GeoJSON: the meaning of a schema.

In [21]:
classroom = {
    "type": "Feature",
    "geometry": {
        "type": "Point",
        "coordinates": [-122.25915, 37.87125]
    },
    "properties": {
    "name": "Wheeler Hall Auditorium"
  }
}

JSON(classroom)
Out[21]:
<IPython.core.display.JSON object>
In [22]:
from IPython.display import GeoJSON

GeoJSON(classroom)
<IPython.display.GeoJSON object>

Dataframes: CSVs and Feather¶

Some useful performance comparisons regarding various ways of saving dataframes.

In [23]:
from pathlib import Path

import pandas as pd

df = pd.read_csv(Path.home()/"shared/climate-data/monthly_in_situ_co2_mlo_cleaned.csv")
df
Out[23]:
year month date_index fraction_date c02 data_adjusted_season data_fit data_adjusted_seasonally_fit data_filled data_adjusted_seasonally_filed
0 1958 1 21200 1958.0411 -99.99 -99.99 -99.99 -99.99 -99.99 -99.99
1 1958 2 21231 1958.1260 -99.99 -99.99 -99.99 -99.99 -99.99 -99.99
2 1958 3 21259 1958.2027 315.70 314.43 316.19 314.90 315.70 314.43
3 1958 4 21290 1958.2877 317.45 315.16 317.30 314.98 317.45 315.16
4 1958 5 21320 1958.3699 317.51 314.71 317.86 315.06 317.51 314.71
... ... ... ... ... ... ... ... ... ... ...
763 2021 8 44423 2021.6219 -99.99 -99.99 -99.99 -99.99 -99.99 -99.99
764 2021 9 44454 2021.7068 -99.99 -99.99 -99.99 -99.99 -99.99 -99.99
765 2021 10 44484 2021.7890 -99.99 -99.99 -99.99 -99.99 -99.99 -99.99
766 2021 11 44515 2021.8740 -99.99 -99.99 -99.99 -99.99 -99.99 -99.99
767 2021 12 44545 2021.9562 -99.99 -99.99 -99.99 -99.99 -99.99 -99.99

768 rows × 10 columns

In [24]:
%ls -l ~/shared/climate-data/monthly_in_situ_co2_mlo_cleaned.csv 
-rw-r--r-- 1 jovyan jovyan 50201 Nov  3 07:10 /home/jovyan/shared/climate-data/monthly_in_situ_co2_mlo_cleaned.csv
In [25]:
df.to_feather("co2.fth")
%ls -l co2*
-rw-r--r-- 1 jovyan jovyan 32218 Apr  6 17:52 co2.fth
In [26]:
df2 = pd.read_feather("co2.fth")
df2
Out[26]:
year month date_index fraction_date c02 data_adjusted_season data_fit data_adjusted_seasonally_fit data_filled data_adjusted_seasonally_filed
0 1958 1 21200 1958.0411 -99.99 -99.99 -99.99 -99.99 -99.99 -99.99
1 1958 2 21231 1958.1260 -99.99 -99.99 -99.99 -99.99 -99.99 -99.99
2 1958 3 21259 1958.2027 315.70 314.43 316.19 314.90 315.70 314.43
3 1958 4 21290 1958.2877 317.45 315.16 317.30 314.98 317.45 315.16
4 1958 5 21320 1958.3699 317.51 314.71 317.86 315.06 317.51 314.71
... ... ... ... ... ... ... ... ... ... ...
763 2021 8 44423 2021.6219 -99.99 -99.99 -99.99 -99.99 -99.99 -99.99
764 2021 9 44454 2021.7068 -99.99 -99.99 -99.99 -99.99 -99.99 -99.99
765 2021 10 44484 2021.7890 -99.99 -99.99 -99.99 -99.99 -99.99 -99.99
766 2021 11 44515 2021.8740 -99.99 -99.99 -99.99 -99.99 -99.99 -99.99
767 2021 12 44545 2021.9562 -99.99 -99.99 -99.99 -99.99 -99.99 -99.99

768 rows × 10 columns

HDF5, NetCDF, and Xarray¶

Here is a nice introduction to HDF5 from our NERSC friends, and this is a good intro tutorial with code examples. The docs for the h5py Python library have more techincal details.

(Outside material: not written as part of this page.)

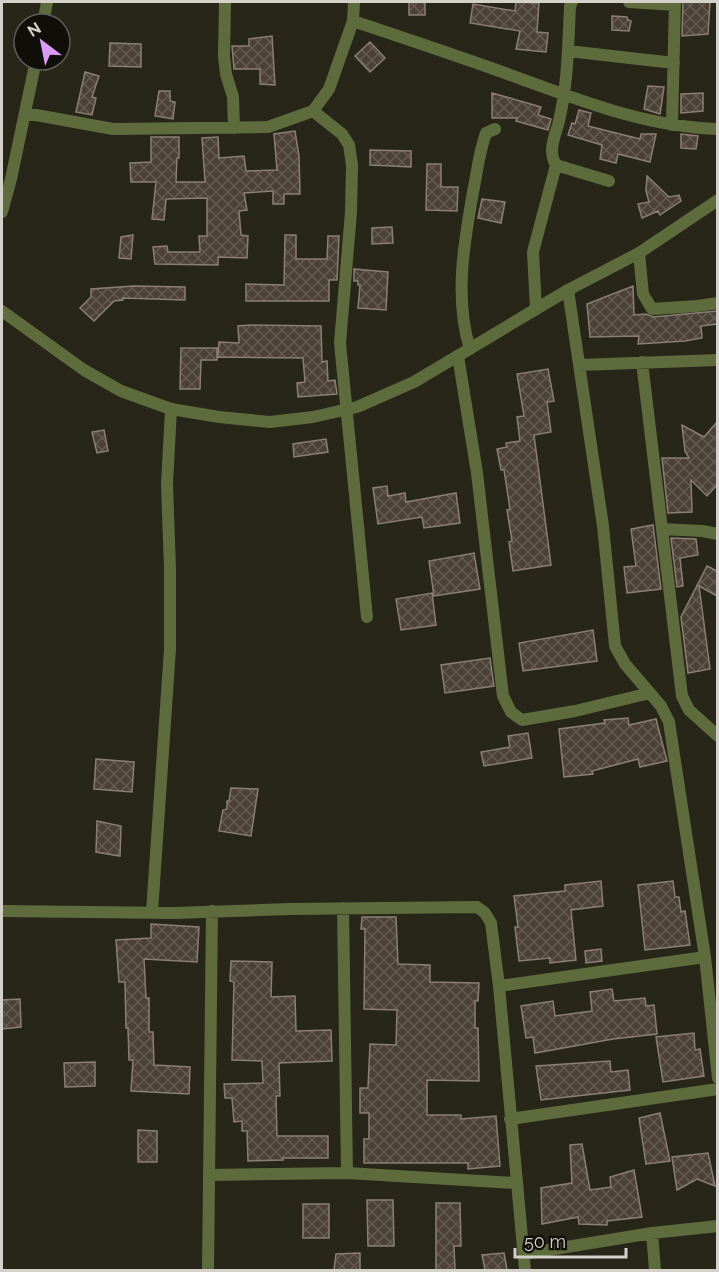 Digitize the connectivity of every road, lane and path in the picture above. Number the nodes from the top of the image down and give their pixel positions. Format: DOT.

In brief (oversimplifying, but OK for our purposes):

  • HDF5 is a flexible binary file format that can store hierarchically nested data, with native support for multidimensional dense arrays of any numerical type. You can think of it as "a filesystem in a file", in that you can nest values in named "groups" (aka folders), and you can also store lots of metadata.
  • NetCDF is a data model. It specifies how the data should be structured.
  • Xarray is a Python library for numerical computing and data analysis that exposes the NetCDF data model as Python objects. Xarray objects have rich computational capabilities that, to first approximation, are a mix of the power of Numpy arrays and Pandas DataFrames.
{Note}
When we say NetCDF, we will strictly mean NetCDF4. There's an older version 3 that wasn't based on HDF5, and that we will not discuss further.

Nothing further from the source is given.